Wednesday, 1 February 2012

EUROPACTS

It is important to realise what the latest Europact may do, and what it certainly won't do.

25 of the 27 E.U. countries (the U.K. and the Czech Republic being the naysayers) have agreed to enshrine in their respective national laws an agreement limiting public sector budget deficits. In fact, existing E.U. legislation already had this; there were limits on deficits (3% of GDP) and debt (60% of GDP). However, when France and Germany, two of the biggest countries, broke these limits during the noughties, they got away with it, not least because they were big. Putting the agreement into national legislation, rather than leaving it at the E.U. level, makes it more likely that Governments will adhere to it next time round.

But making a crisis less likely in the future will do absolutely nothing to sort out the existing one.
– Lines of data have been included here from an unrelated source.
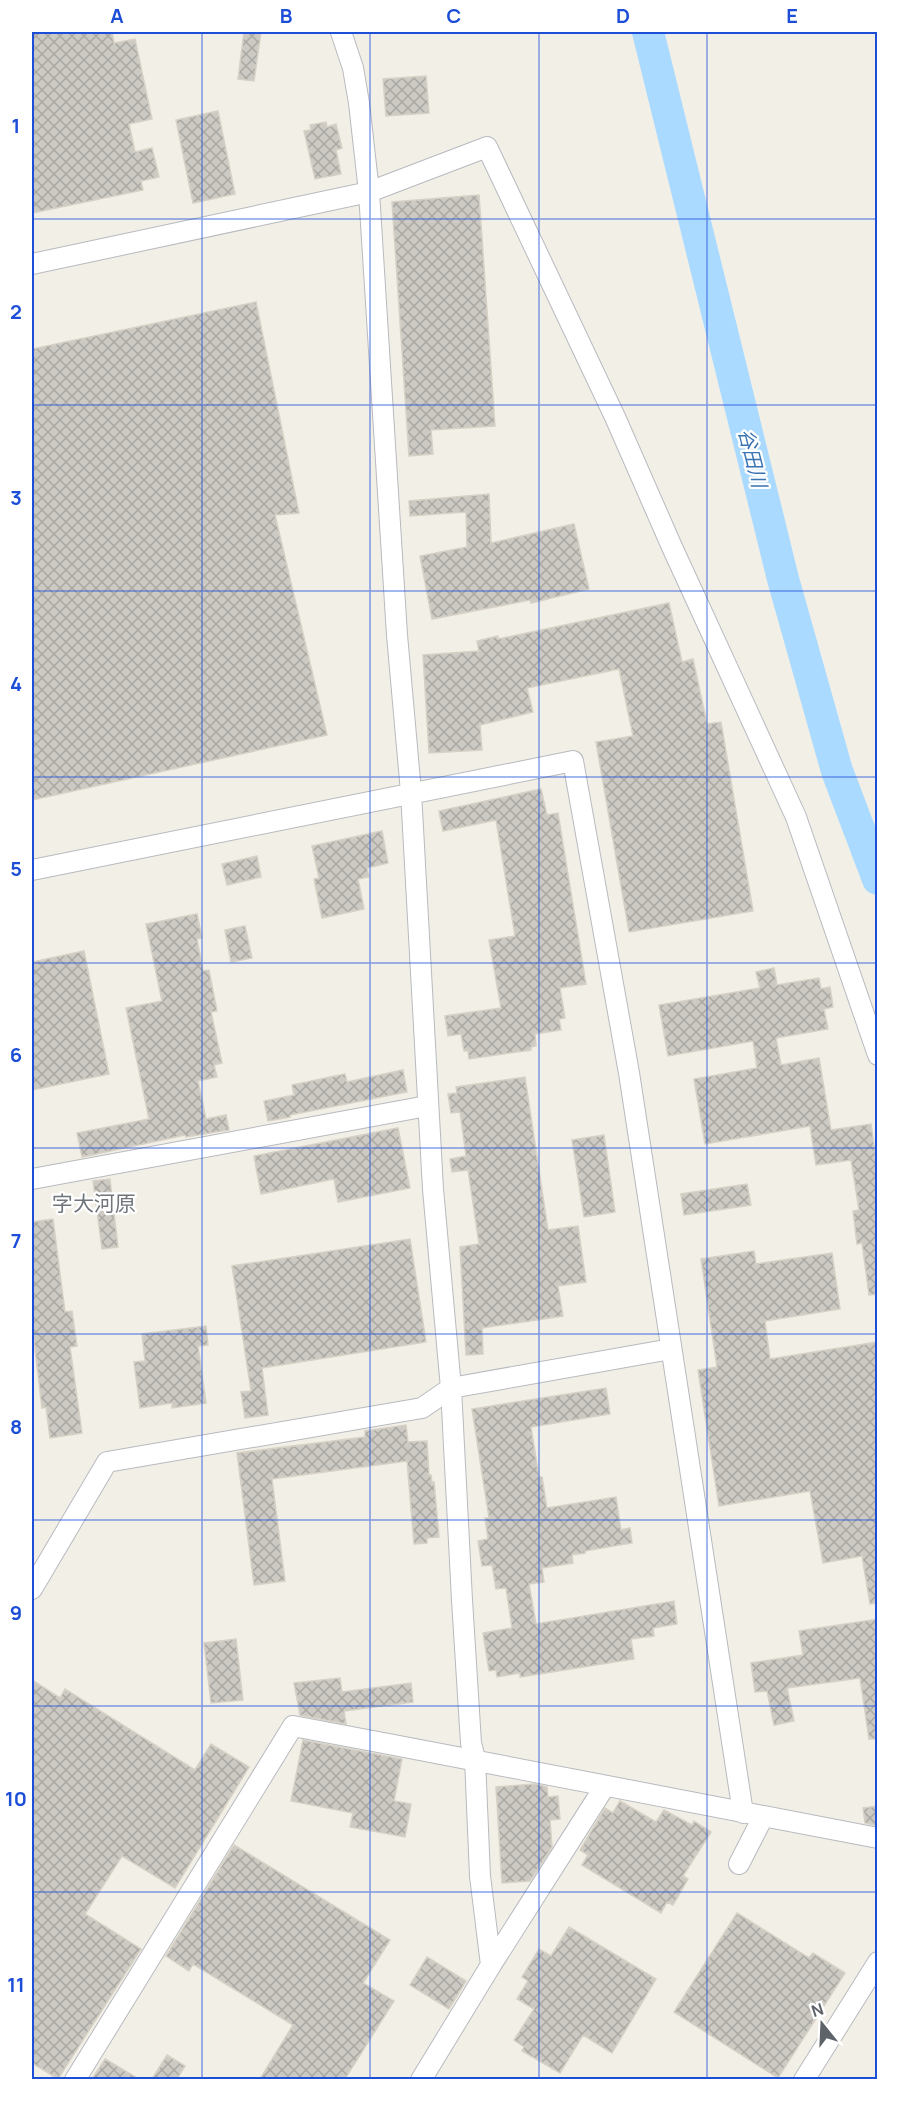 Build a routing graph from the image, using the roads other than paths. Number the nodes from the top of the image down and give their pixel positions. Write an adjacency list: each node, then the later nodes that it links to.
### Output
1 (341, 32): 2 (street)
2 (369, 192): 3 (street); 4 (street); 6 (street)
3 (32, 264)
4 (411, 792): 5 (street); 7 (street); 9 (street)
5 (32, 870)
6 (878, 1055)
7 (427, 1106): 8 (street); 10 (street)
8 (32, 1179)
9 (671, 1349): 10 (street); 14 (street)
10 (451, 1388): 11 (street); 12 (street)
11 (32, 1588)
12 (475, 1759): 13 (street); 19 (street); 20 (street)
13 (605, 1786): 14 (street); 19 (street)
14 (743, 1813): 15 (street)
15 (762, 1817): 16 (street); 17 (street)
16 (878, 1838)
17 (739, 1864)
18 (878, 1962): 22 (street)
19 (491, 1965): 21 (street)
20 (75, 2079)
21 (421, 2079)
22 (804, 2079)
Indeed, since almost all countries are currently outside the proposed limits, getting from A to B will necessarily involve Governmental belt-tightening. Reduced Government (net) spending automatically reduces overall economic demand (unless the private sector and/or net exports make up the shortfall, and they don't seem to be doing that); so fiscal stringency today may well make the situation worse rather than better.

I think Angela Merkel, architect of the pact and general schoolmistress of the E.U., well knows this. However, she was both determined to put the longer-term measures in place (in order to placate domestic German voters fed up with feckless southerners) and aware that the E.U. only embraces radical change when there is a crisis. The risk, of course, was that the whole Euro zone would implode before the longer-term measures were in place. She has managed to avoid that - just. And once the national Parliaments have duly done her bidding, I fully expect her to reduce her hostility to greater intervention by the European Central Bank and/or some kind of Euro-area bonds, the two things needed to sort out the current mess.

In other words, and despite criticism from many quarters, I think she has played her hand with impressive skill.